Task to carry out
Write the records out once more, exactly as they appear below.

══ Data records ══

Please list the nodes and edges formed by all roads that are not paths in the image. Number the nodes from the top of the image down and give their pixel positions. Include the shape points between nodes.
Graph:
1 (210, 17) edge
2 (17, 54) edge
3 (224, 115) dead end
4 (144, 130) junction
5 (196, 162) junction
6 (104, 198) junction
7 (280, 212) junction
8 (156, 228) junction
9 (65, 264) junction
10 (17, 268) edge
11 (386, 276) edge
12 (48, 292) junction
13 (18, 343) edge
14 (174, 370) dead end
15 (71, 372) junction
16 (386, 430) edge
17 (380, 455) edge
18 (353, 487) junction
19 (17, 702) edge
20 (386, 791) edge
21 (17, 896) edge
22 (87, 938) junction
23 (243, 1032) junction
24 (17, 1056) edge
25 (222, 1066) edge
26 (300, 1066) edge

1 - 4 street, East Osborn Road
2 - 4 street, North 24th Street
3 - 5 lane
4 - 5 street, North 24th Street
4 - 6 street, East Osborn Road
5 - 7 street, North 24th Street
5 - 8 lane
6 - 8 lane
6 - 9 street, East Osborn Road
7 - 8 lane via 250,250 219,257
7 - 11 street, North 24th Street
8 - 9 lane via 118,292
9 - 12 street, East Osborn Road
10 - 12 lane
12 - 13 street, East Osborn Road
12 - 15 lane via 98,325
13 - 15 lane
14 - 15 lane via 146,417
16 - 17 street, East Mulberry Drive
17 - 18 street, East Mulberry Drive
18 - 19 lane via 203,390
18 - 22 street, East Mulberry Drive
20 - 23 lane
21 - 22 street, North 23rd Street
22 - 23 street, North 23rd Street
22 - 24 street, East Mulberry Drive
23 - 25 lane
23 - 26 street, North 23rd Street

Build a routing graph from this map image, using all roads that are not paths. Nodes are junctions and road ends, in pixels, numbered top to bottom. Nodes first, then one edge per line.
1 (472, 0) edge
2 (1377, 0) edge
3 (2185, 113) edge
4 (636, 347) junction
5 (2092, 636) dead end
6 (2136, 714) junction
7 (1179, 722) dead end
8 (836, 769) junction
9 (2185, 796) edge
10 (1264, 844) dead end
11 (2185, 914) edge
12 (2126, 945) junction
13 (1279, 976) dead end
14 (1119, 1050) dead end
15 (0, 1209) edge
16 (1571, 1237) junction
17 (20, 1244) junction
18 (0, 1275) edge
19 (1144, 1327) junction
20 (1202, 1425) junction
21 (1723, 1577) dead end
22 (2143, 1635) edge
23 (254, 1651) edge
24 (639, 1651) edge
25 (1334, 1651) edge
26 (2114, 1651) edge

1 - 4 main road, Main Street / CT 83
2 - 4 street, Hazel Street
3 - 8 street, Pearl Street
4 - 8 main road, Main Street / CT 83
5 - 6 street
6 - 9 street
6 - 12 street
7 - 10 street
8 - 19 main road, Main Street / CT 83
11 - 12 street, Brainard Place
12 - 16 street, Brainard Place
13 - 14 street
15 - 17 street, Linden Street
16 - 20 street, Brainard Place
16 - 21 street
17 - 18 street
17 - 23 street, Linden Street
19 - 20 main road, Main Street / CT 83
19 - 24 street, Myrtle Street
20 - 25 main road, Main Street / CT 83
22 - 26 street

═══

The answer
Please list the nodes and edges formed by all roads that are not paths in the image. Number the nodes from the top of the image down and give their pixel positions. Include the shape points between nodes.
Graph:
1 (210, 17) edge
2 (17, 54) edge
3 (224, 115) dead end
4 (144, 130) junction
5 (196, 162) junction
6 (104, 198) junction
7 (280, 212) junction
8 (156, 228) junction
9 (65, 264) junction
10 (17, 268) edge
11 (386, 276) edge
12 (48, 292) junction
13 (18, 343) edge
14 (174, 370) dead end
15 (71, 372) junction
16 (386, 430) edge
17 (380, 455) edge
18 (353, 487) junction
19 (17, 702) edge
20 (386, 791) edge
21 (17, 896) edge
22 (87, 938) junction
23 (243, 1032) junction
24 (17, 1056) edge
25 (222, 1066) edge
26 (300, 1066) edge

1 - 4 street, East Osborn Road
2 - 4 street, North 24th Street
3 - 5 lane
4 - 5 street, North 24th Street
4 - 6 street, East Osborn Road
5 - 7 street, North 24th Street
5 - 8 lane
6 - 8 lane
6 - 9 street, East Osborn Road
7 - 8 lane via 250,250 219,257
7 - 11 street, North 24th Street
8 - 9 lane via 118,292
9 - 12 street, East Osborn Road
10 - 12 lane
12 - 13 street, East Osborn Road
12 - 15 lane via 98,325
13 - 15 lane
14 - 15 lane via 146,417
16 - 17 street, East Mulberry Drive
17 - 18 street, East Mulberry Drive
18 - 19 lane via 203,390
18 - 22 street, East Mulberry Drive
20 - 23 lane
21 - 22 street, North 23rd Street
22 - 23 street, North 23rd Street
22 - 24 street, East Mulberry Drive
23 - 25 lane
23 - 26 street, North 23rd Street

Build a routing graph from this map image, using all roads that are not paths. Nodes are junctions and road ends, in pixels, numbered top to bottom. Nodes first, then one edge per line.
1 (472, 0) edge
2 (1377, 0) edge
3 (2185, 113) edge
4 (636, 347) junction
5 (2092, 636) dead end
6 (2136, 714) junction
7 (1179, 722) dead end
8 (836, 769) junction
9 (2185, 796) edge
10 (1264, 844) dead end
11 (2185, 914) edge
12 (2126, 945) junction
13 (1279, 976) dead end
14 (1119, 1050) dead end
15 (0, 1209) edge
16 (1571, 1237) junction
17 (20, 1244) junction
18 (0, 1275) edge
19 (1144, 1327) junction
20 (1202, 1425) junction
21 (1723, 1577) dead end
22 (2143, 1635) edge
23 (254, 1651) edge
24 (639, 1651) edge
25 (1334, 1651) edge
26 (2114, 1651) edge

1 - 4 main road, Main Street / CT 83
2 - 4 street, Hazel Street
3 - 8 street, Pearl Street
4 - 8 main road, Main Street / CT 83
5 - 6 street
6 - 9 street
6 - 12 street
7 - 10 street
8 - 19 main road, Main Street / CT 83
11 - 12 street, Brainard Place
12 - 16 street, Brainard Place
13 - 14 street
15 - 17 street, Linden Street
16 - 20 street, Brainard Place
16 - 21 street
17 - 18 street
17 - 23 street, Linden Street
19 - 20 main road, Main Street / CT 83
19 - 24 street, Myrtle Street
20 - 25 main road, Main Street / CT 83
22 - 26 street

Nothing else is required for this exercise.